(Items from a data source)
━━━━━━━━━━━━━━━━

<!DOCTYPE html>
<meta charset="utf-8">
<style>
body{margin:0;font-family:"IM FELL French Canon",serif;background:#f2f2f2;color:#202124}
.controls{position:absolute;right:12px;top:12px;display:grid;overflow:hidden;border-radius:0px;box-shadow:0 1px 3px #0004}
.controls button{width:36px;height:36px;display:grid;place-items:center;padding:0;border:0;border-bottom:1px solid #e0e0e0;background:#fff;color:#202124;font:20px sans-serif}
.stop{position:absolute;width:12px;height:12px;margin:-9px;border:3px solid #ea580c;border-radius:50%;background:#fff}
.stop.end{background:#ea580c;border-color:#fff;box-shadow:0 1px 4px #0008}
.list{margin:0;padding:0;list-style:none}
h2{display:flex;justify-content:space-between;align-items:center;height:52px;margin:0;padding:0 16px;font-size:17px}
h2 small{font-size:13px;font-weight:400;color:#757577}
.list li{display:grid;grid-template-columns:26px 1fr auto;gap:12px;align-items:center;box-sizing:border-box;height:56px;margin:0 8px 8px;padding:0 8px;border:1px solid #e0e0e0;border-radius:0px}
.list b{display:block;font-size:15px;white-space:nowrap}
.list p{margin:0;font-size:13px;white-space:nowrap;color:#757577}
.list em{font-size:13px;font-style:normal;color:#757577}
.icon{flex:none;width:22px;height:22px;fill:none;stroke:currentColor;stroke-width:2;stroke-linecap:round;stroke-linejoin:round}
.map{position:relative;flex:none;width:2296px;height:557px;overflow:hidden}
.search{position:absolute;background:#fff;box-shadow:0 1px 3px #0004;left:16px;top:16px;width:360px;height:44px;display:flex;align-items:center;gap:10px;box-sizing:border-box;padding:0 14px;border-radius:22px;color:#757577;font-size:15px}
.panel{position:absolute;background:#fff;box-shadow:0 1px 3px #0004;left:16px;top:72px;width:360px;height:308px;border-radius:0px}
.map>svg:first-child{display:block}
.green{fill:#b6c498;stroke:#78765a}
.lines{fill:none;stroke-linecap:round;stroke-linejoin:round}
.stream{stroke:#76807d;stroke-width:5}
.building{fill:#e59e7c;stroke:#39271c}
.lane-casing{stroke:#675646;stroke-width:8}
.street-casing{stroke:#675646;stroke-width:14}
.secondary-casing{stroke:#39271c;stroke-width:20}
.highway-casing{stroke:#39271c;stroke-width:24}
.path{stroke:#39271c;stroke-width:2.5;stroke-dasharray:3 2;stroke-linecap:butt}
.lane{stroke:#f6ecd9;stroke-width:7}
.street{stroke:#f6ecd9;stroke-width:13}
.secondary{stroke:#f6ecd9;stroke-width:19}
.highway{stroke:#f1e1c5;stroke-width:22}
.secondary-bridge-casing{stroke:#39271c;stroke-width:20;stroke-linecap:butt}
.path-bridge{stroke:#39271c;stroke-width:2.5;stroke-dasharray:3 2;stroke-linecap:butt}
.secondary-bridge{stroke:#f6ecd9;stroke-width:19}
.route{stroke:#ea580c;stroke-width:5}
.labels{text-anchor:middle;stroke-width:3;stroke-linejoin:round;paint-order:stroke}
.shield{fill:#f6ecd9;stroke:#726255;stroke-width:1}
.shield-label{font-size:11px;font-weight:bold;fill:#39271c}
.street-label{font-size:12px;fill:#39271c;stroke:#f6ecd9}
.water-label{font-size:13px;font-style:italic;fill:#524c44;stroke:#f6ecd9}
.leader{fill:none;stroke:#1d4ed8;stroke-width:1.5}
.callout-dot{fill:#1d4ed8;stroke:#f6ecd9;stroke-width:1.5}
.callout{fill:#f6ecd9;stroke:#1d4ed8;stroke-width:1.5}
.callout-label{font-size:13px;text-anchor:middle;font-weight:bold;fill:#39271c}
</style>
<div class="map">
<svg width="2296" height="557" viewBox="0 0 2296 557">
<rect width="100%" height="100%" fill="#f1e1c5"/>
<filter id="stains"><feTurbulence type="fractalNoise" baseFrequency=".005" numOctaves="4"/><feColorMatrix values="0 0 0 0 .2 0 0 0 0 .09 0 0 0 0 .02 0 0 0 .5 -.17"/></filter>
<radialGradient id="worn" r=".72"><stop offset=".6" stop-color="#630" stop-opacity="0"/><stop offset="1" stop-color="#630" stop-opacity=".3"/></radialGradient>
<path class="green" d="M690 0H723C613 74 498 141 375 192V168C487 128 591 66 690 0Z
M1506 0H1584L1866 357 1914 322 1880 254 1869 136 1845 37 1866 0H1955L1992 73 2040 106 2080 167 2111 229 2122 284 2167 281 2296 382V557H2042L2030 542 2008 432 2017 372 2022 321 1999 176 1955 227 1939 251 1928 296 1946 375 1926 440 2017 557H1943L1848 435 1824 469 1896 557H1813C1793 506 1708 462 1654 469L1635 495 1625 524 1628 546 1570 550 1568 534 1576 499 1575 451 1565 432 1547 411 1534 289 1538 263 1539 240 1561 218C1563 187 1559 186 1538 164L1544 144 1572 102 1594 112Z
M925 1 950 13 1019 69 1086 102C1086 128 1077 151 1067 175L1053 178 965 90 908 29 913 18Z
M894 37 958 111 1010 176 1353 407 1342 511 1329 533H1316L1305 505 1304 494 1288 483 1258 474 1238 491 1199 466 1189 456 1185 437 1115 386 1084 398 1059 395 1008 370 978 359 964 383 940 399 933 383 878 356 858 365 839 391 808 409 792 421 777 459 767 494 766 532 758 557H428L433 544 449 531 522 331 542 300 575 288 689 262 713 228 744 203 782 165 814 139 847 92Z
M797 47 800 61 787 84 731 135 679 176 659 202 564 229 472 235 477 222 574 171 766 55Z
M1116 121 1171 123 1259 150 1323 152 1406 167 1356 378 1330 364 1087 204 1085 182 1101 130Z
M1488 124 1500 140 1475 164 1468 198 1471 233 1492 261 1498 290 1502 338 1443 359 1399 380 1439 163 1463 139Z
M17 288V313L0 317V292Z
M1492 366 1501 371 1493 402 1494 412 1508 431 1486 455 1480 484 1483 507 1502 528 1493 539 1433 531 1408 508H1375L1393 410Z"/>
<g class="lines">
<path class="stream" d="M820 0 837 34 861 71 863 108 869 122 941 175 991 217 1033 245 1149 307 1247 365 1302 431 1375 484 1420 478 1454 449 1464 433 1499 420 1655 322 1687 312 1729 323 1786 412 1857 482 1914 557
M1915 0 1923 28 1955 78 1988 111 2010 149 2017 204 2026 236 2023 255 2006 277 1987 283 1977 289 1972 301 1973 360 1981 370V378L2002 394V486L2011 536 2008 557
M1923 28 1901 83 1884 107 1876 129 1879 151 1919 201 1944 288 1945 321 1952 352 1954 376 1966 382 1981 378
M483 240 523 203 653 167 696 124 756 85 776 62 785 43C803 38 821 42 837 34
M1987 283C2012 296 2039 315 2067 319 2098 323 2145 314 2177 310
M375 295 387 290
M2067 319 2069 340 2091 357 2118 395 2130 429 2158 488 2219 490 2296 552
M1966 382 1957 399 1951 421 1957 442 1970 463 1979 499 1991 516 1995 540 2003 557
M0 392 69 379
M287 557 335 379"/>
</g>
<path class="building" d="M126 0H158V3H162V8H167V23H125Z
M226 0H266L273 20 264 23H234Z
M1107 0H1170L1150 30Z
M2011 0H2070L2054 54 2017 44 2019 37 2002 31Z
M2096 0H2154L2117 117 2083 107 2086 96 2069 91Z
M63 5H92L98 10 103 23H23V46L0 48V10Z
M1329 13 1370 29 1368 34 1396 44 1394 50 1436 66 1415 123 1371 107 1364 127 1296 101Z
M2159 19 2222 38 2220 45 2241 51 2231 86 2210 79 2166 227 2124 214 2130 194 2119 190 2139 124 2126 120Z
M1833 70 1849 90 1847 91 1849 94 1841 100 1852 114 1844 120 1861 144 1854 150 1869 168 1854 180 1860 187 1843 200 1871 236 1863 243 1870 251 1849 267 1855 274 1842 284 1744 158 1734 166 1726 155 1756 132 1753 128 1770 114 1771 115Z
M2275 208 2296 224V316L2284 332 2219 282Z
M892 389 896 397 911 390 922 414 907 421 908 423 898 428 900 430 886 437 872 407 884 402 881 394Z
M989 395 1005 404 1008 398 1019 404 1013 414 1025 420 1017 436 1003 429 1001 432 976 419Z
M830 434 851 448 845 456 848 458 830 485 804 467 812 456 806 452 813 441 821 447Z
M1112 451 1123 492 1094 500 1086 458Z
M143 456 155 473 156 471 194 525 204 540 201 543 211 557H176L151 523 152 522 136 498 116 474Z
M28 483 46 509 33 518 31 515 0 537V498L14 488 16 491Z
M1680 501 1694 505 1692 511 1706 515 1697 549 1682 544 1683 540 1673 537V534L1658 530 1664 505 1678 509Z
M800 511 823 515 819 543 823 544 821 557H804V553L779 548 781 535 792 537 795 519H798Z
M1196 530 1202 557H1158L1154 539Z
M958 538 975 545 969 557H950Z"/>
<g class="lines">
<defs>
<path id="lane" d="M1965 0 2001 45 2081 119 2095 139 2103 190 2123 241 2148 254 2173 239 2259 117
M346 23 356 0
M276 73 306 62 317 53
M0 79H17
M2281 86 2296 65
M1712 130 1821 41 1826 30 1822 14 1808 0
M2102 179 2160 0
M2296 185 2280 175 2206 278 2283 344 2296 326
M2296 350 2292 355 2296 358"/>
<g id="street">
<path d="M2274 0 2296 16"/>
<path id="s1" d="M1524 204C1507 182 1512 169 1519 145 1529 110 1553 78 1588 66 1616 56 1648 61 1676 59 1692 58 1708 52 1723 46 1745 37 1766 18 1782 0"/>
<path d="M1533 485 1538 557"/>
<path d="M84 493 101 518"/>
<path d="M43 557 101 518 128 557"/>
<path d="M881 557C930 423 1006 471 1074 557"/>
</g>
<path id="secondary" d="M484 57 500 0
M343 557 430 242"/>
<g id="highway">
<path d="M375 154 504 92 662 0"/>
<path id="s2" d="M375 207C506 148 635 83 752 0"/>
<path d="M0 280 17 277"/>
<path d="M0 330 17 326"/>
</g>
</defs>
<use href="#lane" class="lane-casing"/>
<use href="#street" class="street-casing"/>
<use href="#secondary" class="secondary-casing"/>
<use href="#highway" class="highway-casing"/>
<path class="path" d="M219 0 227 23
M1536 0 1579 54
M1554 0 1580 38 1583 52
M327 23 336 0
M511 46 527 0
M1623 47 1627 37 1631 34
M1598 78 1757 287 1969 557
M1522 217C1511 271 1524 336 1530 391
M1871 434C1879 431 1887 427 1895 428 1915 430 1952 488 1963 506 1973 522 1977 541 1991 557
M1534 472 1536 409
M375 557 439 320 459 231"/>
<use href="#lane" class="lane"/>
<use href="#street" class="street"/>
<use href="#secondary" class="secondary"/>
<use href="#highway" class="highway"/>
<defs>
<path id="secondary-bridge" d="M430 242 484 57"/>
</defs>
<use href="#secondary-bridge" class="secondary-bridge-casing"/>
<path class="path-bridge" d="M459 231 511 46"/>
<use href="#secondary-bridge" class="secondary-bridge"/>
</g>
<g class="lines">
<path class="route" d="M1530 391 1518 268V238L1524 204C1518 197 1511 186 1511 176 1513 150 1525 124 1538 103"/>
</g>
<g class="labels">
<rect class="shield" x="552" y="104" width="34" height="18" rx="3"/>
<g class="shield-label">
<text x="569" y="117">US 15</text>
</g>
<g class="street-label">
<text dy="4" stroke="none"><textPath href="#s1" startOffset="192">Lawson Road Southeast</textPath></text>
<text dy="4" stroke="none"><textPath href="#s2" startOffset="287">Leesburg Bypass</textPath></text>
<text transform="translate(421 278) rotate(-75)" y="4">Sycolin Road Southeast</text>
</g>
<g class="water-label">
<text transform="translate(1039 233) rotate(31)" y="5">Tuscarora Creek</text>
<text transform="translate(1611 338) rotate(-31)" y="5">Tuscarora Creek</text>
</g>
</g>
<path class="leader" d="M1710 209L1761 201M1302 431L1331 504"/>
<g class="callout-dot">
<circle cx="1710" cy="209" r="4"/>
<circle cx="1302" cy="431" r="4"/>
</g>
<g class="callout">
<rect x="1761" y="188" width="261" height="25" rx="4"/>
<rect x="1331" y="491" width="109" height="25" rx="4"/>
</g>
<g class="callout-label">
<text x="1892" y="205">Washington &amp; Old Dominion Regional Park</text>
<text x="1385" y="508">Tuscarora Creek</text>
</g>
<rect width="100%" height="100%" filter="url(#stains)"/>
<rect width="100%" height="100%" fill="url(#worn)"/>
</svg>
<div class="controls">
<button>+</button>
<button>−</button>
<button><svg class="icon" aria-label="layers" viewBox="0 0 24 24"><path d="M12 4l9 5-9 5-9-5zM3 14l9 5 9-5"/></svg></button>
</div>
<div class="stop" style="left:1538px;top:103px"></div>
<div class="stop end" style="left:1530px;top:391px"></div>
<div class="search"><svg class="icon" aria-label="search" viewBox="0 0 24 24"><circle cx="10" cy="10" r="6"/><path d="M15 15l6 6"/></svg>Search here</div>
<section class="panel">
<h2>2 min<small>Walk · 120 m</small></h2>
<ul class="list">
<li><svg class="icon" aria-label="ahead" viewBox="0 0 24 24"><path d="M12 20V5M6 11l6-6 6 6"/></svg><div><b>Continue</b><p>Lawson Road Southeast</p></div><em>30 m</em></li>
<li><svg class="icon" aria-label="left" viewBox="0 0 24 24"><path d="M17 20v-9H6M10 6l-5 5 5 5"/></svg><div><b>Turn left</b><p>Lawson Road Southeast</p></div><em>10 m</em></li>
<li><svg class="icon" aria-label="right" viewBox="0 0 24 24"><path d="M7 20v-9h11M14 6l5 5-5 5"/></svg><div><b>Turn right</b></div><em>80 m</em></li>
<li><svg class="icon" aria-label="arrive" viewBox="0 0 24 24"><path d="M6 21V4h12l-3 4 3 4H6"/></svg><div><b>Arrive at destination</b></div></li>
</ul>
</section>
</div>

━━━━━━━━━━━━━━━━

Exercise directions: Lines holding "shield": please count them in the data above and reply with the number alone.

Result below: 4